Journal of the Korean Pediatric Society 1983;26(1):48-56.
Published online January 31, 1983.
A Clinical Study on Children with Acute Glomerulonephritis.
Jeong Gwon Lee, Dong Jin Lee, Sang Bum Lee, Ja Hoon Koo
Department of Pediatrics, Kyungpook National University School of Medicine,Taegu,Korea
소아급성사구체신염에 대한 임상적 관찰
이정권, 이동진, 이상범, 구자훈
경북대학교 의과대학 소아과교실
A clinical observation has been made on 104 children with acute glomerulonephritis who were admitted to pediatric Dept, of Kyung-Pook University hospital during 4 1/2 year period, from August 1977 to December 1981. Male to female ratio was 1.5 : 1 and peak incidence was noticed on cold months from November to January when URI was most prevalent.

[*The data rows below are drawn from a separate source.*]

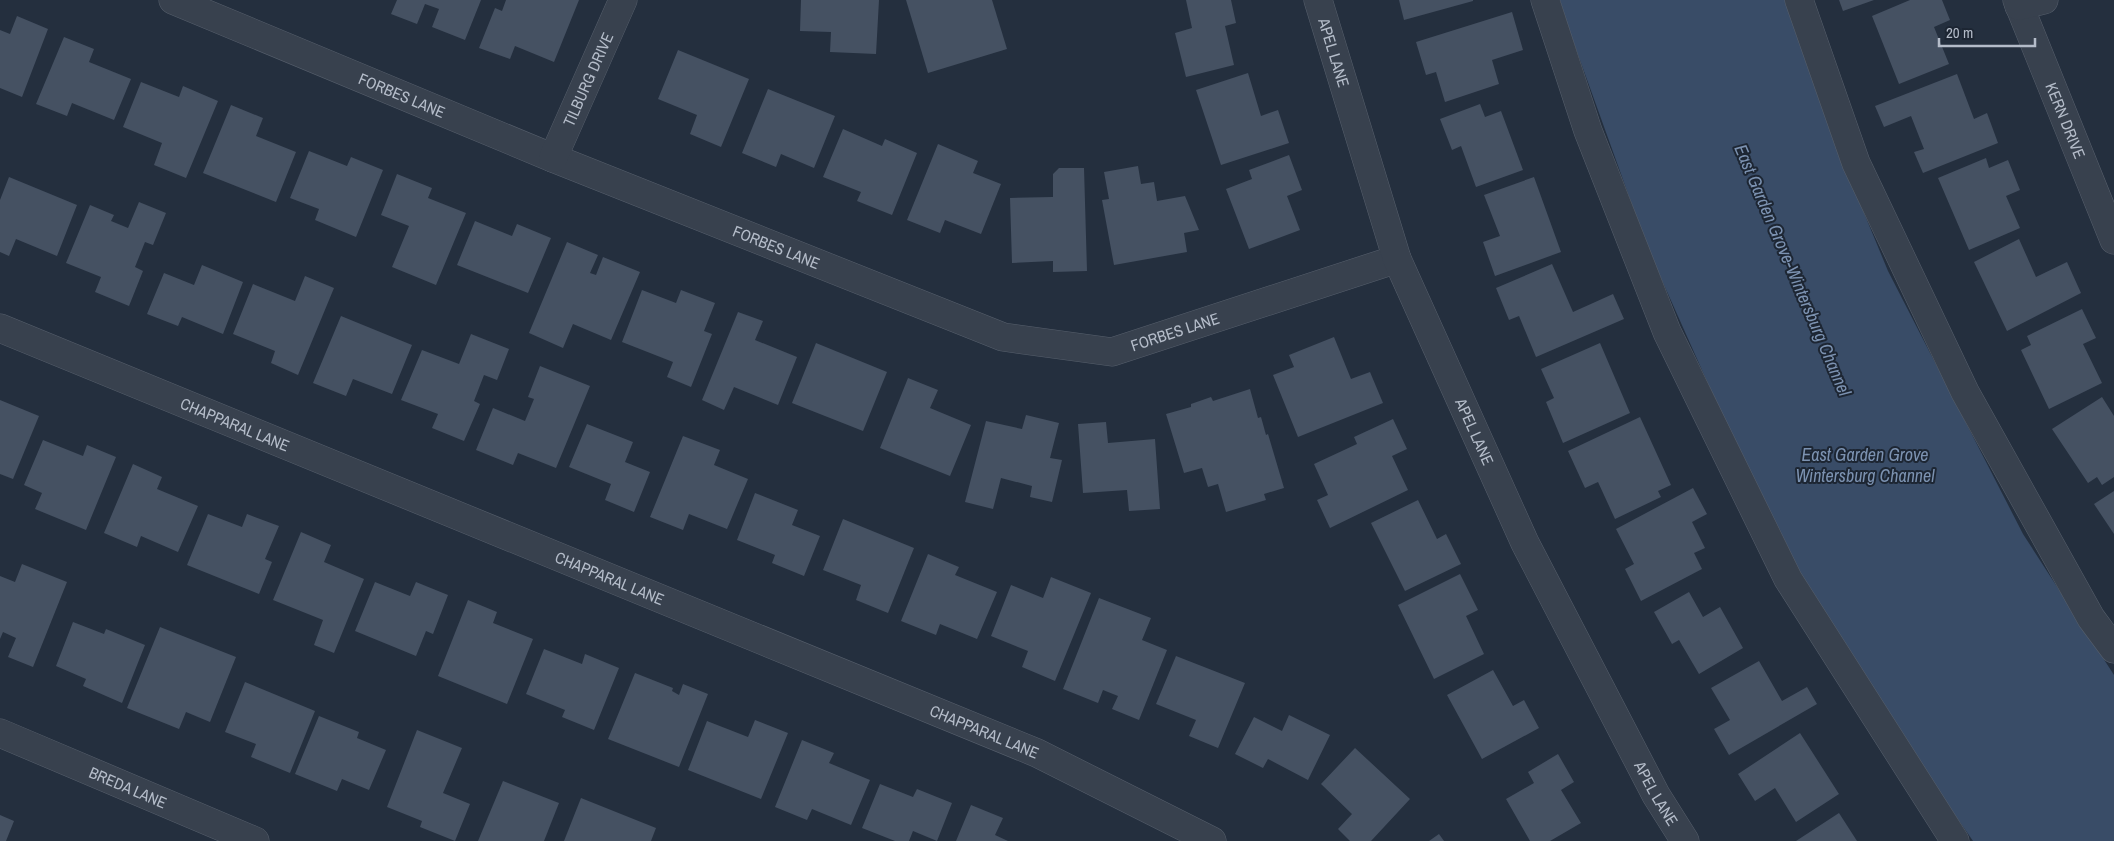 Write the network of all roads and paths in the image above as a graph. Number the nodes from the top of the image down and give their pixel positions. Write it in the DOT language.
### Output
graph roads {
  1 [pos="173,0"];
  2 [pos="623,0"];
  3 [pos="1318,0"];
  4 [pos="1545,0"];
  5 [pos="1799,0"];
  6 [pos="2027,2"];
  7 [pos="553,158"];
  8 [pos="2114,240"];
  9 [pos="1397,260"];
  10 [pos="0,328"];
  11 [pos="2114,649"];
  12 [pos="0,733"];
  13 [pos="255,841"];
  14 [pos="1212,841"];
  15 [pos="1686,841"];
  16 [pos="1955,841"];
  1 -- 7 [label="street, FORBES LANE"];
  2 -- 7 [label="street, TILBURG DRIVE"];
  3 -- 9 [label="street, APEL LANE"];
  4 -- 16 [label="street"];
  5 -- 11 [label="street"];
  6 -- 8 [label="street, KERN DRIVE"];
  7 -- 9 [label="street, FORBES LANE"];
  9 -- 15 [label="street, APEL LANE"];
  10 -- 14 [label="street, CHAPPARAL LANE"];
  12 -- 13 [label="street, BREDA LANE"];
}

Cases were evenly distributed between. 4 to 12 years of age and affected rate below 3 years of age was quite low(6.5%). URI was the most common preceding illness(66.3%), followed by scarlet fever(4.8%) and impetigo(4.8%). Edema and gross hematuria were observed each in about two third of total cases and hypertension with diastolic BP over 90 mmHg was seen in 50.9%. Chest X-ray with hypertensive patient showed increased pulmonary vascular marking in 86.8%. However those from normotensive patient showed less involvement in cardiopulmonary status; revealing increased pulmonary vascular marking in 66.7%, pulmonary edema in 27.5% and cardiomegaly in 33.3%. Laboratory data at the time of admission showed elevated ESR in 75^ and mild anemia in.51%. On urinalysis proteinuria was seen in 65.2% and almost all cases except one showed hematuria. However, RBC cast was seen only 20.2%. ASLO titer over 300 Todd unit was found in 54.4% and serum creatinine and BUN were increased in 43.3% and 36.5% respectively. Serum protein, was decreased in. 30.4%. Serum complement (C3) levels were checked in 83 cases. In 72 cases in whom C3 determination was done with in 2 weeks after onset of illness, it was reduced in almost all case except in 5 cases(6%). However in 3 cases checked after 7 weeks of onset of illness, C3 leveL showed normal value. As complications, acute renal failure and hypertensive encephalopathy were seen in 9 cases respectively, congestive heart failure in 3 cases, secondary nephrotic syndrome in 6 cases,hyponatremia in 16 cases and hyperkalemia in 12 cases. Recovery from acute phase occured within 1st week in 34.1% and about two third of cases were recovered within 2 weeks. In 8 cases (9.4%), acute phase was prolonged over 5 weeks and 2 cases among this group had intermittent gross hematuria over 1 year, and were subsequently proved to be proliferative glomerulonephritis by renal biopsy.
Key Words: Acute glomerulonephritis, C3 change in acute glomerulonephritis.